Scan the entries and copy each line where the word "Millikin" is present.
• • • • •
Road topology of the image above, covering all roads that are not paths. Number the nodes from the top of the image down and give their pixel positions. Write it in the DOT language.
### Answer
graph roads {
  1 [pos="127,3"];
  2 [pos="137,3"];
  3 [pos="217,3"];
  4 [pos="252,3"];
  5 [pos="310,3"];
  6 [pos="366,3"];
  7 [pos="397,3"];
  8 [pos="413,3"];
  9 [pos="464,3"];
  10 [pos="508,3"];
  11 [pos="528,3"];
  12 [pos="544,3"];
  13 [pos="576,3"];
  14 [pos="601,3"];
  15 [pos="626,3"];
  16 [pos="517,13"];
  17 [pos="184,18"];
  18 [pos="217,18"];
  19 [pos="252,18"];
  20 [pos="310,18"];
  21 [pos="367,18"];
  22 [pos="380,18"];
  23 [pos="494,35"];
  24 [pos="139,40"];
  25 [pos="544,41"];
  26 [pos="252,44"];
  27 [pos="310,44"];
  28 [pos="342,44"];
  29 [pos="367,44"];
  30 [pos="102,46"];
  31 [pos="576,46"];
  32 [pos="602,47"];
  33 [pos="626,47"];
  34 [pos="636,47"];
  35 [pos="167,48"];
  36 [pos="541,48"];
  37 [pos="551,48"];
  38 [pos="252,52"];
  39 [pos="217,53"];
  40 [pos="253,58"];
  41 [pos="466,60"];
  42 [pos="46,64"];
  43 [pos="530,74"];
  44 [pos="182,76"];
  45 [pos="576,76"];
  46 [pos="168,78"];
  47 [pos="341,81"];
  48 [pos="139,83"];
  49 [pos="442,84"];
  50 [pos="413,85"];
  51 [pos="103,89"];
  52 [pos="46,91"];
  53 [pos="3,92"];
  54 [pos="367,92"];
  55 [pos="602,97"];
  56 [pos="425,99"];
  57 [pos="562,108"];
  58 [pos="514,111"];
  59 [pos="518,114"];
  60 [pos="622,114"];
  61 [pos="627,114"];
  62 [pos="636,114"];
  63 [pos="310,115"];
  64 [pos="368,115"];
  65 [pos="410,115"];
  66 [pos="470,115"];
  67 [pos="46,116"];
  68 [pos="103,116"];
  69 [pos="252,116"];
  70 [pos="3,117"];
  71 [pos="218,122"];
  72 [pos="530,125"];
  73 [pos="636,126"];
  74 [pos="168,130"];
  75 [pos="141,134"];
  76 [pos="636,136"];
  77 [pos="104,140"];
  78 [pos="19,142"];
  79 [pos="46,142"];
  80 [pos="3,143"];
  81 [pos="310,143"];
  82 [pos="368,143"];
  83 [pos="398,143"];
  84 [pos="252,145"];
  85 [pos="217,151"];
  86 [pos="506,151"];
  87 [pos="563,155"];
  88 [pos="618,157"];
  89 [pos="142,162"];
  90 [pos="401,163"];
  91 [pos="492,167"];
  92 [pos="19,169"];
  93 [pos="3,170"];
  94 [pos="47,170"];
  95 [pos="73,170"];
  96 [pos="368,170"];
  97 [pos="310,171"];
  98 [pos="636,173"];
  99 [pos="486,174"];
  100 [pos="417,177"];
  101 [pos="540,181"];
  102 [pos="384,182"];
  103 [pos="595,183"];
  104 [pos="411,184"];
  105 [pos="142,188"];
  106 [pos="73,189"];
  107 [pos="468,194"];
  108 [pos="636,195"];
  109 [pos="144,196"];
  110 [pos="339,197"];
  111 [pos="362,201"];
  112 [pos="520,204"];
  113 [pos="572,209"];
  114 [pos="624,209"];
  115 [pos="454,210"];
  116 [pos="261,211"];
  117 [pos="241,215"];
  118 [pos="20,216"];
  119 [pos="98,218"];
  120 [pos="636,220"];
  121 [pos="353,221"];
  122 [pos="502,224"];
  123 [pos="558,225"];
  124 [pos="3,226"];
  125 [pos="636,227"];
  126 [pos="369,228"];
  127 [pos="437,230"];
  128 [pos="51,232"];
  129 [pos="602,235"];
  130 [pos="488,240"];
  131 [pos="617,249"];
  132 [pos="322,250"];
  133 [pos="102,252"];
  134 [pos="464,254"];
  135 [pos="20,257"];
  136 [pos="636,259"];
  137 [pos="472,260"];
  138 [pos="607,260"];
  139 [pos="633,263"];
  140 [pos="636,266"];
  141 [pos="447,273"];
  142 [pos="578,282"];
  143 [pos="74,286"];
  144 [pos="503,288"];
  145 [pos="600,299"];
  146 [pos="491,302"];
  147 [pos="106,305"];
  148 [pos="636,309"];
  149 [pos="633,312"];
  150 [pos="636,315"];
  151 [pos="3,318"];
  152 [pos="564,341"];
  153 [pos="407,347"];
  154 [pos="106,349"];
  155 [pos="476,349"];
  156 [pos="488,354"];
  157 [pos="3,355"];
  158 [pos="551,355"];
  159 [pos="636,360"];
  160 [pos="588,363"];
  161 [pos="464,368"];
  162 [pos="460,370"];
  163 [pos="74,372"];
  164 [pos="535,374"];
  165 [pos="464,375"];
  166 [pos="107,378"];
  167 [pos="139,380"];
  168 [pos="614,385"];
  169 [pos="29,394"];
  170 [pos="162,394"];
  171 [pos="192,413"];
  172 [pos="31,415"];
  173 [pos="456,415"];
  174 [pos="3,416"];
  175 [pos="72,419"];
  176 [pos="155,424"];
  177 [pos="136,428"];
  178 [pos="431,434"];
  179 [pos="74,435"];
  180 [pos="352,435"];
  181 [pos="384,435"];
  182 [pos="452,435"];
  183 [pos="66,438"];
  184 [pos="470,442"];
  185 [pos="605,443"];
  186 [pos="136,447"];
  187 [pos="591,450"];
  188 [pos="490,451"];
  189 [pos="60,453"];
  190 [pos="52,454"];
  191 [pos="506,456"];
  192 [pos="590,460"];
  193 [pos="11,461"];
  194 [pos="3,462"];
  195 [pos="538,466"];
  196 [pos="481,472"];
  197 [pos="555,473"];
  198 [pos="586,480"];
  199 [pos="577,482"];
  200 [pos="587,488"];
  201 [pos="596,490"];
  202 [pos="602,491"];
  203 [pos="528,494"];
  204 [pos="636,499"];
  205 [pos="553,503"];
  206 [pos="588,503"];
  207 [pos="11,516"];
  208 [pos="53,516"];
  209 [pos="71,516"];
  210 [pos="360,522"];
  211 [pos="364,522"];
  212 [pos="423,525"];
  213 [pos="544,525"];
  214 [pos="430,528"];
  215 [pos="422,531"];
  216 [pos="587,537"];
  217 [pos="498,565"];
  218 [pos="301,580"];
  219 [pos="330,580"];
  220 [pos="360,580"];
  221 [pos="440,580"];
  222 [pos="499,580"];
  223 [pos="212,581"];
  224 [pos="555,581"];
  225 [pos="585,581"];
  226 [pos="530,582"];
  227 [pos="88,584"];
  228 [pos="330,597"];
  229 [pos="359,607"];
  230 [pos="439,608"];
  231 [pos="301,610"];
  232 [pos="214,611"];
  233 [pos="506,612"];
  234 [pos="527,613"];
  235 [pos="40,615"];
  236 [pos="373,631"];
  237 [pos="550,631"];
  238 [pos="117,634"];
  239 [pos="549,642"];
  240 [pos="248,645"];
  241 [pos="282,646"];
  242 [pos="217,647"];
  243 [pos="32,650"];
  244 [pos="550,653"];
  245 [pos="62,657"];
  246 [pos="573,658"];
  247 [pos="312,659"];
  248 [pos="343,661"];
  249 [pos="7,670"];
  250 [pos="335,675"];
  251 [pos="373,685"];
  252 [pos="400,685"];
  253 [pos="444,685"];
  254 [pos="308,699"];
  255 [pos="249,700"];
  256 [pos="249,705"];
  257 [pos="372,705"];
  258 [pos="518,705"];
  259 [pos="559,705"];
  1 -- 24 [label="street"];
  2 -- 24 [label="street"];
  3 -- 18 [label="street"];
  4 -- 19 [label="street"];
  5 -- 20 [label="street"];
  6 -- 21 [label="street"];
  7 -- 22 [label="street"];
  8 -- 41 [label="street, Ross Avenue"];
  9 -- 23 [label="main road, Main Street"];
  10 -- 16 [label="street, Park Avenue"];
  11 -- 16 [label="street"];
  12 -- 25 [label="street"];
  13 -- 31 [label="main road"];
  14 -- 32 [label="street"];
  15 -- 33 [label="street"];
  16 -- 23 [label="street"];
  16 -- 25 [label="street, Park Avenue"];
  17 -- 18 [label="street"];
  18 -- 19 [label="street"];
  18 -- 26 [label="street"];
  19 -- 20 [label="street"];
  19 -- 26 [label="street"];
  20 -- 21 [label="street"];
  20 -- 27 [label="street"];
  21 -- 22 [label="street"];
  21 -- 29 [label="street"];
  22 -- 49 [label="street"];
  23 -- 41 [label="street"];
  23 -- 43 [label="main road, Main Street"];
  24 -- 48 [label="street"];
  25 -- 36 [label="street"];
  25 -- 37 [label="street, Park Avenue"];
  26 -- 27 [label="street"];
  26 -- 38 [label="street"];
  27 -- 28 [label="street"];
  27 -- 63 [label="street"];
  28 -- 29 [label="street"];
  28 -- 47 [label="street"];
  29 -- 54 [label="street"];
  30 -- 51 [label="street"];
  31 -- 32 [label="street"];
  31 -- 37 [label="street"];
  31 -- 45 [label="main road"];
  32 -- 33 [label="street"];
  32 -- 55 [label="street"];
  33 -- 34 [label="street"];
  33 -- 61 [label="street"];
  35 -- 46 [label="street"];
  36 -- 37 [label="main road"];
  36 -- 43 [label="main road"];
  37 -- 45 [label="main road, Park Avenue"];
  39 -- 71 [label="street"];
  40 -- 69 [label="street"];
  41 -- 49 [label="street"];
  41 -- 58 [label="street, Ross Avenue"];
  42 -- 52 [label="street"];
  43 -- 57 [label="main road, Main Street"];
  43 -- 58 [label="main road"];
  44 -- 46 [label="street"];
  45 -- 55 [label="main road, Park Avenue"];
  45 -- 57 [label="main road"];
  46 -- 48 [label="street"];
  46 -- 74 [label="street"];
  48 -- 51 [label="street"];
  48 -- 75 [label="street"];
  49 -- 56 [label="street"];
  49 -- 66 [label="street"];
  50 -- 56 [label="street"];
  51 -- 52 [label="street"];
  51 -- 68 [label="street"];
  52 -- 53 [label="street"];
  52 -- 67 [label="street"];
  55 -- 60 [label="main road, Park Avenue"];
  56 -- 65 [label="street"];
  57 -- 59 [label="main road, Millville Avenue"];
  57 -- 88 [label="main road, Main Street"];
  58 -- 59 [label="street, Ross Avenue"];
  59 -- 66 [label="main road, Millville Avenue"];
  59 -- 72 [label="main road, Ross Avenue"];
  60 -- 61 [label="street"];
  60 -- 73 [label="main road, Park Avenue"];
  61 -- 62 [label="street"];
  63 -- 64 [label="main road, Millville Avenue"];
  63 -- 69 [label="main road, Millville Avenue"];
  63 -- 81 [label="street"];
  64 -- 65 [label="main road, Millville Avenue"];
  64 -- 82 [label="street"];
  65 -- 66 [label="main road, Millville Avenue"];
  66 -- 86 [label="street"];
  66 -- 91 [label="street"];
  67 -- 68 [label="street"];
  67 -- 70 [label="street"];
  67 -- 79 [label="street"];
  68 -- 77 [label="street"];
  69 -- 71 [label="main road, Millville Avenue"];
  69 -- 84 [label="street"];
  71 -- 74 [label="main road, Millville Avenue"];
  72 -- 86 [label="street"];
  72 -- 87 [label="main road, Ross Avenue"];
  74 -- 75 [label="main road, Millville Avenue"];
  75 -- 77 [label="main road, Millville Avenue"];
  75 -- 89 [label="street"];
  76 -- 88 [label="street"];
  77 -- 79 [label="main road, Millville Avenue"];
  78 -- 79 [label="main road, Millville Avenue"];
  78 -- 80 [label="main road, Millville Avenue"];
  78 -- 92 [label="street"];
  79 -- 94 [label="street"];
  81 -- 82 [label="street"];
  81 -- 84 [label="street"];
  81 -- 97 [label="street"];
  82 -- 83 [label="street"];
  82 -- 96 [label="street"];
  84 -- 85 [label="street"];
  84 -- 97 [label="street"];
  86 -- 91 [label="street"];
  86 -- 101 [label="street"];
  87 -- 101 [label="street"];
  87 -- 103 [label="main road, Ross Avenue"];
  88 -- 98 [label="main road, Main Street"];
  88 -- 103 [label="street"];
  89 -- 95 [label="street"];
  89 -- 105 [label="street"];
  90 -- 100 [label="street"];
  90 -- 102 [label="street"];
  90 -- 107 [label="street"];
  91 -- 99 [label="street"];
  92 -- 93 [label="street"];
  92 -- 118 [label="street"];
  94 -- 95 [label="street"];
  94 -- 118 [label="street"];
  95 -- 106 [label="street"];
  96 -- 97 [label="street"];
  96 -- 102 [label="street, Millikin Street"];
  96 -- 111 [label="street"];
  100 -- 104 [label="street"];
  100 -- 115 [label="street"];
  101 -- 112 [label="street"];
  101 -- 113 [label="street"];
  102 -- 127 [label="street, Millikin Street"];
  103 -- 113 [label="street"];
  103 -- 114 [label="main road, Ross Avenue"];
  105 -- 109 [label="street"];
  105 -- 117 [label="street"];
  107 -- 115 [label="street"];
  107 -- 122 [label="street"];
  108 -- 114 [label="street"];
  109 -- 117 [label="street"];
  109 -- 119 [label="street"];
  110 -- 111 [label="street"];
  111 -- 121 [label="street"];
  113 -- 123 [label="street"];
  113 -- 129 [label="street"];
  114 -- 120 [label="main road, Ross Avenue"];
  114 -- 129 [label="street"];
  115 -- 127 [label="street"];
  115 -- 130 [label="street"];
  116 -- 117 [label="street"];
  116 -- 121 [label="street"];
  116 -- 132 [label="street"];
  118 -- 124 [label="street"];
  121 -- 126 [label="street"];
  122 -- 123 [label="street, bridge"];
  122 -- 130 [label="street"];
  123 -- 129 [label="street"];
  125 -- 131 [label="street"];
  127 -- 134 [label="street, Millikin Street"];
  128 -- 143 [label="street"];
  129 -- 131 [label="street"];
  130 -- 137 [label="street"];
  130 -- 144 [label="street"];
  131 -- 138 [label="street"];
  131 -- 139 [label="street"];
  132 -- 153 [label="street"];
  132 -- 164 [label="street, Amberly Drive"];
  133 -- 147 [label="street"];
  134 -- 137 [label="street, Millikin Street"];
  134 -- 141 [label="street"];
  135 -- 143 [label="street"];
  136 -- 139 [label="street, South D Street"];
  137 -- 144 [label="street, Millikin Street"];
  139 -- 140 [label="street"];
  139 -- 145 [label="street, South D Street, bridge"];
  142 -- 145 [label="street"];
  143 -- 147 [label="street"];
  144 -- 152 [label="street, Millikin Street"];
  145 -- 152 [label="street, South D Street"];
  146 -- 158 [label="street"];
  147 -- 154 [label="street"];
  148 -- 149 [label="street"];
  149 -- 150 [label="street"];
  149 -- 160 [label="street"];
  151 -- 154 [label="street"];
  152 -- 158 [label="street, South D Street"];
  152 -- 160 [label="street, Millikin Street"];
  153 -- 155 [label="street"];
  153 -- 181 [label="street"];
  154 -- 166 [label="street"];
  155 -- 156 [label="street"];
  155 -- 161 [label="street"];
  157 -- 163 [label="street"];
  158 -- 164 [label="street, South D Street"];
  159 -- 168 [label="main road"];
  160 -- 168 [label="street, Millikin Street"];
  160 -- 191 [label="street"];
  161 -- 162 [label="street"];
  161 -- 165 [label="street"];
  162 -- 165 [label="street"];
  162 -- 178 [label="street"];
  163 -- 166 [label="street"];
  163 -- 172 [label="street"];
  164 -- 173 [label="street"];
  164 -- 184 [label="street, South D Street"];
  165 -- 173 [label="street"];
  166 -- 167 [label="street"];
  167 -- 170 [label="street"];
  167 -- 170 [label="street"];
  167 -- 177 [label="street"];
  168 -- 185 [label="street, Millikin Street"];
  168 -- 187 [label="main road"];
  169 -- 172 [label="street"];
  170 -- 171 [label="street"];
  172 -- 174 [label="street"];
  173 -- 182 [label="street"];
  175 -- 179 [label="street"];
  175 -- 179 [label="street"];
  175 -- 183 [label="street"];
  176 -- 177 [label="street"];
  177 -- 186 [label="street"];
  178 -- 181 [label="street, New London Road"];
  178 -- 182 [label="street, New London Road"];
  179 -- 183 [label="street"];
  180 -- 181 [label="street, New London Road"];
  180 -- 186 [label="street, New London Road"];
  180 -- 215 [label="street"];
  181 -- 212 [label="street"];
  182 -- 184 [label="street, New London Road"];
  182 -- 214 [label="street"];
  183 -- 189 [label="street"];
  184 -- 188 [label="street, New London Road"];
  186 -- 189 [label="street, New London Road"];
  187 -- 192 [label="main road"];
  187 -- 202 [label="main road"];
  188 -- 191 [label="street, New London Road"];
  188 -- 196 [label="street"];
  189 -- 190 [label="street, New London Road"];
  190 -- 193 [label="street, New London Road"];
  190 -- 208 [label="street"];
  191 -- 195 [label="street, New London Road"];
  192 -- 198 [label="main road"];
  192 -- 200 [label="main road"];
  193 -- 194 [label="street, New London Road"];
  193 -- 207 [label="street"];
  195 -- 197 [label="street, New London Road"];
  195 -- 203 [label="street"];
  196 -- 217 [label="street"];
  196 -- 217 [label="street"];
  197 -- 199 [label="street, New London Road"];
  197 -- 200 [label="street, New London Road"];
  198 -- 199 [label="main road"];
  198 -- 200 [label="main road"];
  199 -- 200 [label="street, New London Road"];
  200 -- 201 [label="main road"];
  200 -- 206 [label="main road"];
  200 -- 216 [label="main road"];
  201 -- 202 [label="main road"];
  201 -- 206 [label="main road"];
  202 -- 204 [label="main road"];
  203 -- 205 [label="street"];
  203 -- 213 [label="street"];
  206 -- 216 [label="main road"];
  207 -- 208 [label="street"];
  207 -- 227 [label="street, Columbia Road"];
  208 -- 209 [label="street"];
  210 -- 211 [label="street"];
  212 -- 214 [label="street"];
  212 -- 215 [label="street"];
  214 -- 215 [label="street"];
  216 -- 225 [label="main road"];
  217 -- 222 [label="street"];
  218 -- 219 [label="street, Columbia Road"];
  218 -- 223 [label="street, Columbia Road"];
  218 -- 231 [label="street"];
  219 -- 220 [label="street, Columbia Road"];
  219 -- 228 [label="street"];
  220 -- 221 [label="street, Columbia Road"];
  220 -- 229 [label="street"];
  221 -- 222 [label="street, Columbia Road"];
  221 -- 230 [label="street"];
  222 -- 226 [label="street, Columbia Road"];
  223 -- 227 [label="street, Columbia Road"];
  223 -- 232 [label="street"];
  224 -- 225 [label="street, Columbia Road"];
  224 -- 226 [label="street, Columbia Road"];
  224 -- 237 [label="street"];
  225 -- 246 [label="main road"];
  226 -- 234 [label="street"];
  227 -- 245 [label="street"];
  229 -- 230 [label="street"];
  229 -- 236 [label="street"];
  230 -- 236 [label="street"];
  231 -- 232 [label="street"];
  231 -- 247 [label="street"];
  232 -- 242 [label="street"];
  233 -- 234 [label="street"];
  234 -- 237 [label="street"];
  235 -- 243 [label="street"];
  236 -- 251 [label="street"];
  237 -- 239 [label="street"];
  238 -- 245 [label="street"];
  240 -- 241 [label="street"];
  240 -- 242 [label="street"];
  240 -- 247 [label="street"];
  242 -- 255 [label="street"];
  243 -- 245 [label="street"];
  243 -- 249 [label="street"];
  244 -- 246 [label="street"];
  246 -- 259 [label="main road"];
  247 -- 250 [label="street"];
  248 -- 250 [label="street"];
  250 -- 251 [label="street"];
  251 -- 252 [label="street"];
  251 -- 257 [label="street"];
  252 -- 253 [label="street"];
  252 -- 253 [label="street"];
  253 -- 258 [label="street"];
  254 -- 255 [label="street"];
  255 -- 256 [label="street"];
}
• • • • •
*Answer to this exercise*.
  96 -- 102 [label="street, Millikin Street"];
  102 -- 127 [label="street, Millikin Street"];
  127 -- 134 [label="street, Millikin Street"];
  134 -- 137 [label="street, Millikin Street"];
  137 -- 144 [label="street, Millikin Street"];
  144 -- 152 [label="street, Millikin Street"];
  152 -- 160 [label="street, Millikin Street"];
  160 -- 168 [label="street, Millikin Street"];
  168 -- 185 [label="street, Millikin Street"];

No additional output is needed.